What Do You Do When A Brand You Crave Tests How Much You’re Willing To Ignore?

There has always been something so uncomfortable about the space between admiration and accountability. I imagined Dilara Fındıkoğlu standing in that space last Friday. Interns, Glassdoor reviewers, and fans, including me, were there too, just a few steps aside. I could almost hear a girl ask her friend if good, in fact, very good, design is supposed to make us look away. No one moved, and neither did I. Consider the question answered.

Promised this when the Vanguard Award landed on her shelf, well, the couture curtain has lifted. It all actually started with whispers and Louis Pisano, a fashion journalist and watchdog, who kept tabs on the designer’s Glasdoor reviews for years. Pisano nudged the conversation forward, former staff began speaking out, and Fashionista keeps the full dossier.

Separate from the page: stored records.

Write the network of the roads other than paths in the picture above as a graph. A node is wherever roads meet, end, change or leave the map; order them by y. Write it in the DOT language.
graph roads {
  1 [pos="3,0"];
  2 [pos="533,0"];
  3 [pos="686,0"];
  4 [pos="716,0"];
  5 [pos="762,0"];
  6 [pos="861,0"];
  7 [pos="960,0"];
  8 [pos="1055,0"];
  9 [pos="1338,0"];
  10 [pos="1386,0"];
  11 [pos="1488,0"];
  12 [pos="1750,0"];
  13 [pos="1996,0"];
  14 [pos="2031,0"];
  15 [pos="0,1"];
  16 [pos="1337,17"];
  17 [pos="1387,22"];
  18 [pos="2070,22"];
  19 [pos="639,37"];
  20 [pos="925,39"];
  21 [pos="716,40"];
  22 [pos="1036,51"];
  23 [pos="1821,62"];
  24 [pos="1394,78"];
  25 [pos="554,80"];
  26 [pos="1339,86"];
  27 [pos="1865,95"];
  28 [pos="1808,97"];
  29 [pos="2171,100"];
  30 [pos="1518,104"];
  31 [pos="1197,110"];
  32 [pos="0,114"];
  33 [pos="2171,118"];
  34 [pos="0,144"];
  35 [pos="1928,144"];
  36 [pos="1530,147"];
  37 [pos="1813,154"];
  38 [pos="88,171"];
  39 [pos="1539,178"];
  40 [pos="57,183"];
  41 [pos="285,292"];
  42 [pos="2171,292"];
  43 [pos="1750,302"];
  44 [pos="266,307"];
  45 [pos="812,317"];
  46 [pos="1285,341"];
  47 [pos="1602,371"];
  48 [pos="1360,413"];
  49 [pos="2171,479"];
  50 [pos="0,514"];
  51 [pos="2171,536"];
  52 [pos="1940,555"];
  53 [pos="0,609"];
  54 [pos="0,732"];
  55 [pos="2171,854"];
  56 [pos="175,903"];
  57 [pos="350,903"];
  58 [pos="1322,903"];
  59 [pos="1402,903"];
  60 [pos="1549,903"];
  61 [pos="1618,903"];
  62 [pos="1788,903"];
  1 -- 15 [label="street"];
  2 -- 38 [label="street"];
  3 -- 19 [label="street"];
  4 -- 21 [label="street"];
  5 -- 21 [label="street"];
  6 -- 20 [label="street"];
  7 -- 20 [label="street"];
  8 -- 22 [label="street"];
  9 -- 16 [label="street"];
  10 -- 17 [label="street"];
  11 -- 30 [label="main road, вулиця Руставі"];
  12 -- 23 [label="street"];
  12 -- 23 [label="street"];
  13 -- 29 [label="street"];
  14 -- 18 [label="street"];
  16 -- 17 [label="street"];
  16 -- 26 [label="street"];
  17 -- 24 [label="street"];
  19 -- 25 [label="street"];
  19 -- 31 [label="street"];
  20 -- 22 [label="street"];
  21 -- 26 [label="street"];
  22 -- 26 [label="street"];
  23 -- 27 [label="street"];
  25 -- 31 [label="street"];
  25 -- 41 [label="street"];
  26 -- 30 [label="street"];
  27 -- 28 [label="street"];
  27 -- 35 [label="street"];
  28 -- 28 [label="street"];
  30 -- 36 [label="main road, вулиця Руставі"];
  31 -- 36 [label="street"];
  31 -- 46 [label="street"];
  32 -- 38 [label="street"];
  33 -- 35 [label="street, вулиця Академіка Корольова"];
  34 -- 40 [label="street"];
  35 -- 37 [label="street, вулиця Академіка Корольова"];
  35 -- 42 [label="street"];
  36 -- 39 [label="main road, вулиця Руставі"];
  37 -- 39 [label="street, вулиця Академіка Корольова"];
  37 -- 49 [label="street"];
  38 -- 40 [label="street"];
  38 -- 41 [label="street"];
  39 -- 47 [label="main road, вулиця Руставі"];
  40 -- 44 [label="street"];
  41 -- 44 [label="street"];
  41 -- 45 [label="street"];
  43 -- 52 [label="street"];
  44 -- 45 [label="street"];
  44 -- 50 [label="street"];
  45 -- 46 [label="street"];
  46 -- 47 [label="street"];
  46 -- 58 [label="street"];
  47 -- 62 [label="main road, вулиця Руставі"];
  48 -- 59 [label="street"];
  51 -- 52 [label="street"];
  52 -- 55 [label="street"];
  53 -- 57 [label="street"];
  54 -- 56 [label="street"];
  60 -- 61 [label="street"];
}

By the books, the studio’s staff count stayed perfectly consistent. According to UK government filings from 2021 to 2025, Dilara Findikoglu Limited lists only her and one other rising star. Off the books, however, it seems the label leans on a far larger crew to secure silver chains on Kim Kardashian’s enviable dresses. We’ve taken the liberty of renaming the rest of our cast.

Our first star, let’s call her Mary, described some of her time at the Findikoglu studio to Fashionista, where she says she worked full-time under an NDA she claims she never met eyes with again, presumably filed away somewhere between myth and a vintage desk drawer. She paints a studio powered almost entirely by unpaid stamina, “the entire brand is built on interns,” she shared with the publication. No travel covered, no meals, just 16-hour days and expectations stitched in silence. Racially charged comments allegedly flew around, with “ghetto” reportedly tossed casually toward Black models. Interns according to her, were sent out shopping with company cards that declined on cue, unless the mission involved prosecco or Gucci flip-flops. When materials didn’t arrive, work didn’t stop, it just ran later. Much later. At crunch time, interns were reportedly sewing in moving cabs, hand-finishing garments en route to handovers. No pressure, couture edition.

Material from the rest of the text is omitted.